* What needs to be done *
Write each entry out again exactly, with nothing omitted.

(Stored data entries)

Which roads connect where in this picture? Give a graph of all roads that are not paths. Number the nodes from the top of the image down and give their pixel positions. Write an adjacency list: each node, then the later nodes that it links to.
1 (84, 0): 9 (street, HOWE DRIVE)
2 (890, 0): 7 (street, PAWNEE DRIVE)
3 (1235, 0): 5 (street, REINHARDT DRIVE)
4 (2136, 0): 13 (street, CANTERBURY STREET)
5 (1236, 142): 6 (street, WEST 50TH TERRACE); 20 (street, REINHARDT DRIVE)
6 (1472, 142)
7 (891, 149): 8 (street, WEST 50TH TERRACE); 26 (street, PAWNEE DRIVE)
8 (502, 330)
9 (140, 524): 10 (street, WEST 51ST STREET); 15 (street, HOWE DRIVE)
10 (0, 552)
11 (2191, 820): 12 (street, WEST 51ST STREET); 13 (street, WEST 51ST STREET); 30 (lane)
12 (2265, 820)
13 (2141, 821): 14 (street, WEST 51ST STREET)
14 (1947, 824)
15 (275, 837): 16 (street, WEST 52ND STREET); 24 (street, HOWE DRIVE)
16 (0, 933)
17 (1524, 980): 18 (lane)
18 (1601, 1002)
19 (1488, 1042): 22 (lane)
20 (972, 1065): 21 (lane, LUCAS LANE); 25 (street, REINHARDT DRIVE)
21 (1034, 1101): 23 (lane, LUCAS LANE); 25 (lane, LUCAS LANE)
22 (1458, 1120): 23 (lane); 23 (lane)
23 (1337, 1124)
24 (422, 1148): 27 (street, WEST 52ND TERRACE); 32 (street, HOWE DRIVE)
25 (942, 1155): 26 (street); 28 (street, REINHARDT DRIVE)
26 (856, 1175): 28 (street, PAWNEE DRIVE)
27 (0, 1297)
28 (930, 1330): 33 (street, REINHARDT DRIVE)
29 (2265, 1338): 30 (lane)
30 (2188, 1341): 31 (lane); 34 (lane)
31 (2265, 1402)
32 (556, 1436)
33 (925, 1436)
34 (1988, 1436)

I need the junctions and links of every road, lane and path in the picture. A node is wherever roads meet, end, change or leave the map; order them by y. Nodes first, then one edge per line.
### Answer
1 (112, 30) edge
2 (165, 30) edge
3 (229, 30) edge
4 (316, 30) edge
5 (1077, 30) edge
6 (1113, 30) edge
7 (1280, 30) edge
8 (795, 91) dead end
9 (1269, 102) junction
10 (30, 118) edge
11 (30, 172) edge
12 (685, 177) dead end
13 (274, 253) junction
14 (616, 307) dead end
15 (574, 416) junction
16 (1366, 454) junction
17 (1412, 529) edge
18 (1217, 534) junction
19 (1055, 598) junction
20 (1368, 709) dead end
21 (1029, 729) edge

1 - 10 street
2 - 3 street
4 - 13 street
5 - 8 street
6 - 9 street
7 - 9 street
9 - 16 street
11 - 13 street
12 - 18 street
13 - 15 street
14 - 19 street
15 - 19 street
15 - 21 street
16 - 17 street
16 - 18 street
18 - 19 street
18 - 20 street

* Final answer *
Which roads connect where in this picture? Give a graph of all roads that are not paths. Number the nodes from the top of the image down and give their pixel positions. Write an adjacency list: each node, then the later nodes that it links to.
1 (84, 0): 9 (street, HOWE DRIVE)
2 (890, 0): 7 (street, PAWNEE DRIVE)
3 (1235, 0): 5 (street, REINHARDT DRIVE)
4 (2136, 0): 13 (street, CANTERBURY STREET)
5 (1236, 142): 6 (street, WEST 50TH TERRACE); 20 (street, REINHARDT DRIVE)
6 (1472, 142)
7 (891, 149): 8 (street, WEST 50TH TERRACE); 26 (street, PAWNEE DRIVE)
8 (502, 330)
9 (140, 524): 10 (street, WEST 51ST STREET); 15 (street, HOWE DRIVE)
10 (0, 552)
11 (2191, 820): 12 (street, WEST 51ST STREET); 13 (street, WEST 51ST STREET); 30 (lane)
12 (2265, 820)
13 (2141, 821): 14 (street, WEST 51ST STREET)
14 (1947, 824)
15 (275, 837): 16 (street, WEST 52ND STREET); 24 (street, HOWE DRIVE)
16 (0, 933)
17 (1524, 980): 18 (lane)
18 (1601, 1002)
19 (1488, 1042): 22 (lane)
20 (972, 1065): 21 (lane, LUCAS LANE); 25 (street, REINHARDT DRIVE)
21 (1034, 1101): 23 (lane, LUCAS LANE); 25 (lane, LUCAS LANE)
22 (1458, 1120): 23 (lane); 23 (lane)
23 (1337, 1124)
24 (422, 1148): 27 (street, WEST 52ND TERRACE); 32 (street, HOWE DRIVE)
25 (942, 1155): 26 (street); 28 (street, REINHARDT DRIVE)
26 (856, 1175): 28 (street, PAWNEE DRIVE)
27 (0, 1297)
28 (930, 1330): 33 (street, REINHARDT DRIVE)
29 (2265, 1338): 30 (lane)
30 (2188, 1341): 31 (lane); 34 (lane)
31 (2265, 1402)
32 (556, 1436)
33 (925, 1436)
34 (1988, 1436)

I need the junctions and links of every road, lane and path in the picture. A node is wherever roads meet, end, change or leave the map; order them by y. Nodes first, then one edge per line.
### Answer
1 (112, 30) edge
2 (165, 30) edge
3 (229, 30) edge
4 (316, 30) edge
5 (1077, 30) edge
6 (1113, 30) edge
7 (1280, 30) edge
8 (795, 91) dead end
9 (1269, 102) junction
10 (30, 118) edge
11 (30, 172) edge
12 (685, 177) dead end
13 (274, 253) junction
14 (616, 307) dead end
15 (574, 416) junction
16 (1366, 454) junction
17 (1412, 529) edge
18 (1217, 534) junction
19 (1055, 598) junction
20 (1368, 709) dead end
21 (1029, 729) edge

1 - 10 street
2 - 3 street
4 - 13 street
5 - 8 street
6 - 9 street
7 - 9 street
9 - 16 street
11 - 13 street
12 - 18 street
13 - 15 street
14 - 19 street
15 - 19 street
15 - 21 street
16 - 17 street
16 - 18 street
18 - 19 street
18 - 20 street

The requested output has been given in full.